Here's a story from the Talmud study group I participate in most Saturday afternoons. It's page 83a in the tractate of Bava Batra, which deals with all sorts of aspects of property: ownership, transactions and so on. For instance, what if you wish to buy or sell a ship. Well, the Mishna starts by telling us that if one sells a ship, this includes also the mast, the oars, the sails - but not the slaves who do the rowing, nor the containers - barrels, I suppose - for the merchandise. This Mishna would have been articulated (not written) about 2,000 years ago (and see this earlier post for more background about how the Talmud works).
The word used for mast is toren.
The language of the Mishna was Hebrew. A few centuries later, let's say 250 years, the Gemara is discussing the Mishna, but the languages of its scholars is Aramaic, and they live not in Judea or the Galillee but in Babylon. And they' don't know what toren is, so the first thing they do is translate into Aramaic: iskaria.
The mediaeval interpreter in this tractate is Rashi's grandson the Rashbam. He lived in France in the mid- or late 12 century. His working assumption was that his readers wouldn't recognize either word, toren or iskaria, so he gave the French - but in Hebrew letters, of course. What he wrote, translated here into Latin characters, was m s t. Sound's like mast to me, and why not, given that 800 years after the Rashbam's day French (and German) had long since parented a younger language, English.
All of this was mostly an intellectual curiosity for us, studying in modern Hebrew which is extremely close to ancient Hebrew: While we don't recognize the word iskaria, and m s t we recognize through the daughter language of English, toren is a perfectly obvious word in Hebrew. It means mast.

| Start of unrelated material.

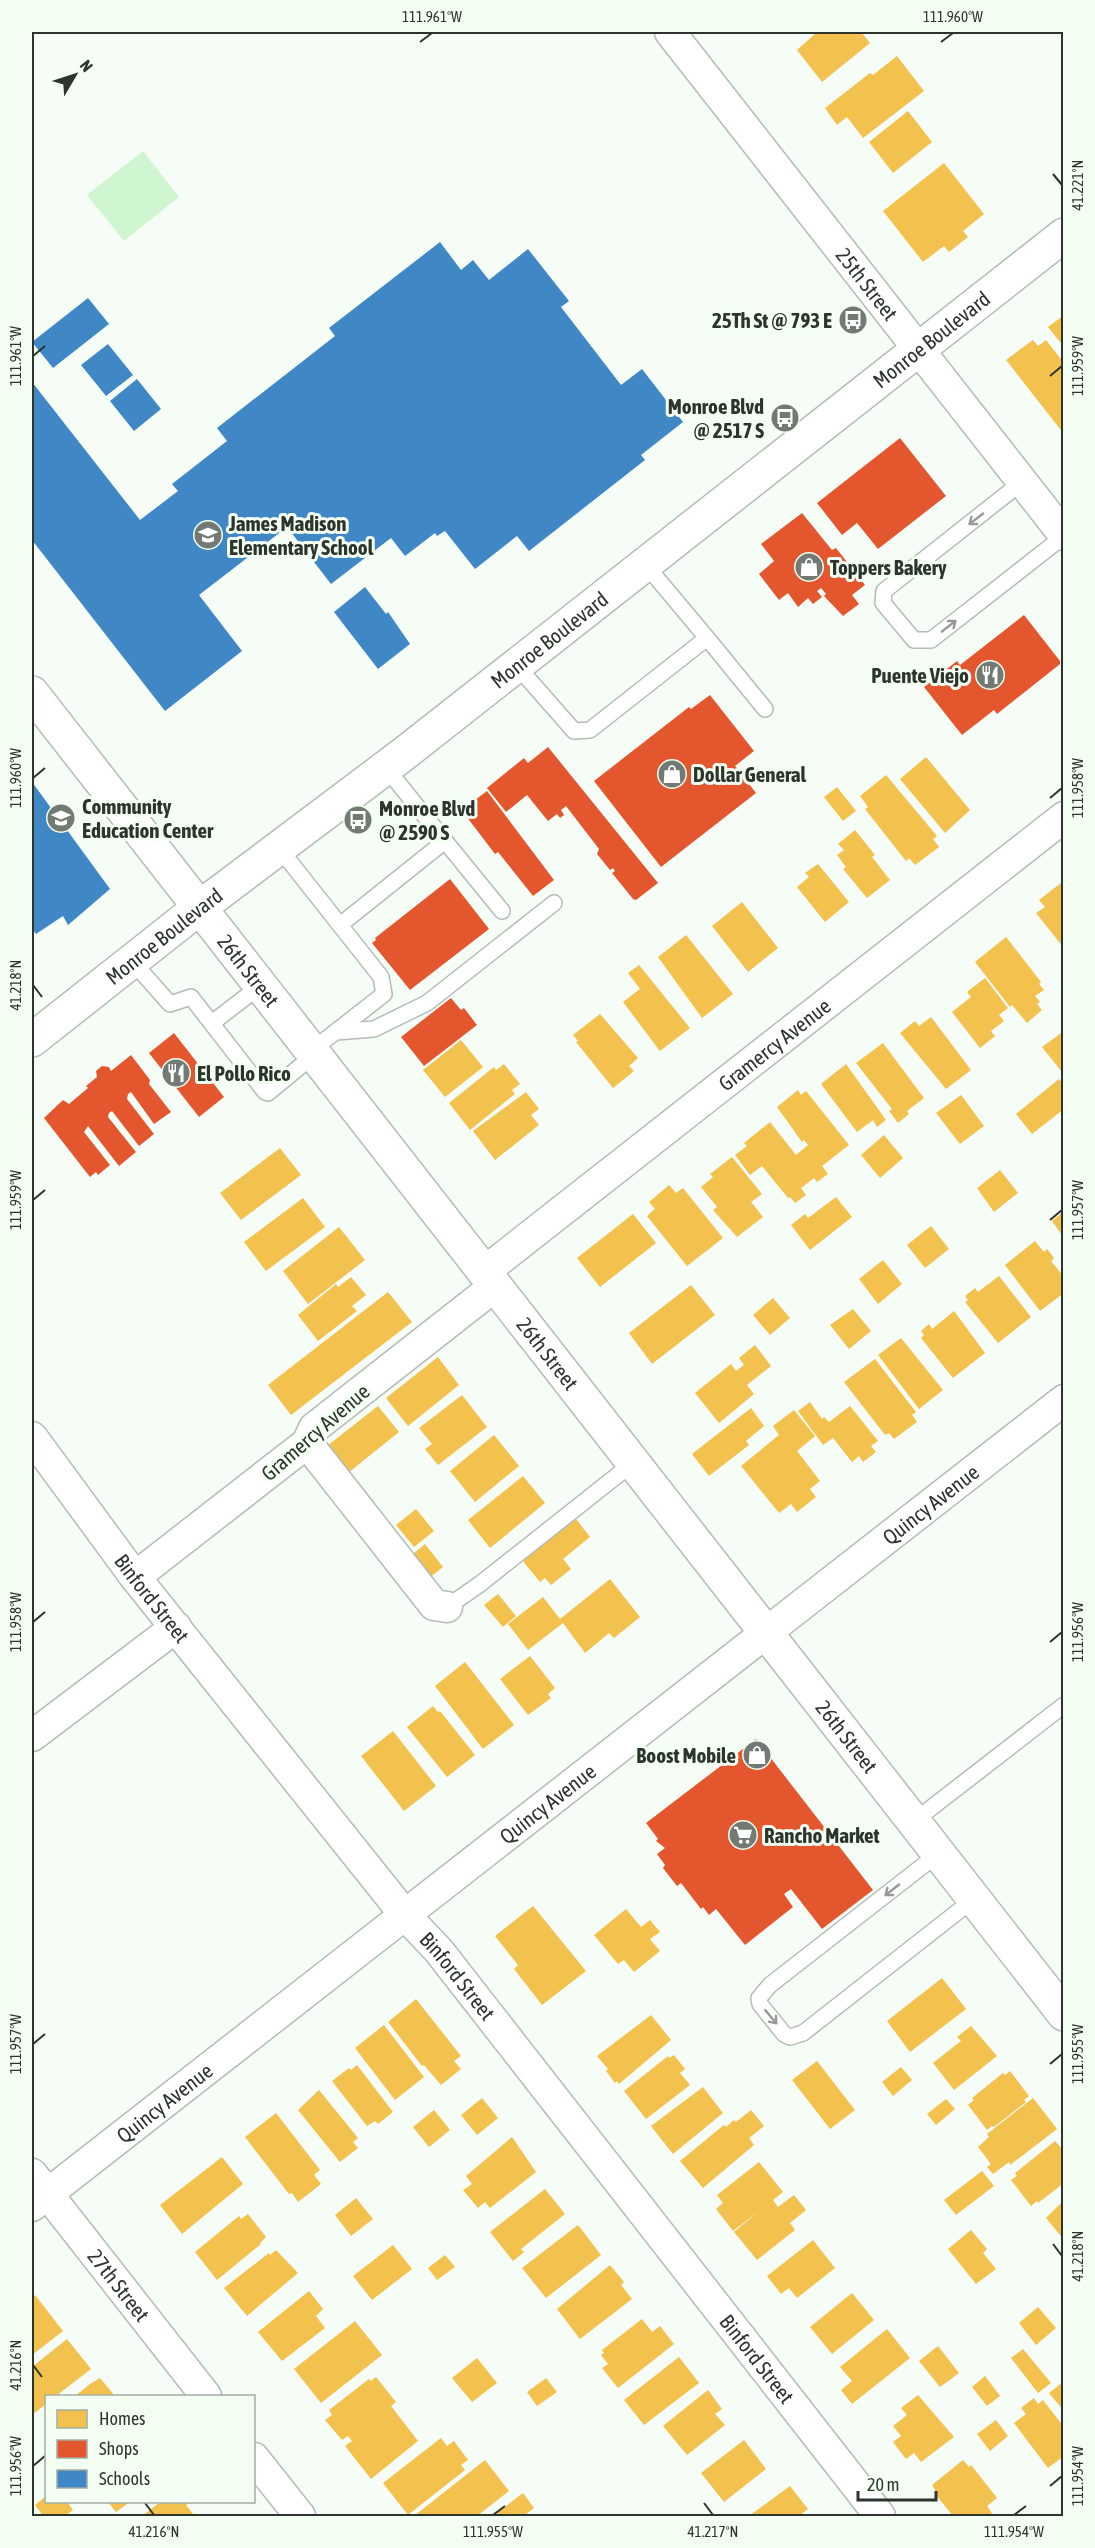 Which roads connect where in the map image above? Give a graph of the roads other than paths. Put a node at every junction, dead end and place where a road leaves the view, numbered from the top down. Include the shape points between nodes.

The Rabbis in the Galilee couldn't have lived more than 50 miles or so from the Mediterranean Sea, but they had never seen a large river. Their Babylonian descendants, however, very likely never saw the sea - but they knew all about rivers. And so, about half a page into the discussion, they mentioned the small boats used in the marsh area to their south which they called the Miashen. 500 years later this area would be conquered by the invading Arabs from the desert, and its denizens would become the Marsh Arabs. Their desecndents lived there, using the same small boats the Gemara knew about, until late in the 20th century when Saddam Hussein would destroy their world for some reason that made sense only to him. A world that the Gemara recognized remained essentially unchanged all the way until yesterday, but now it's gone.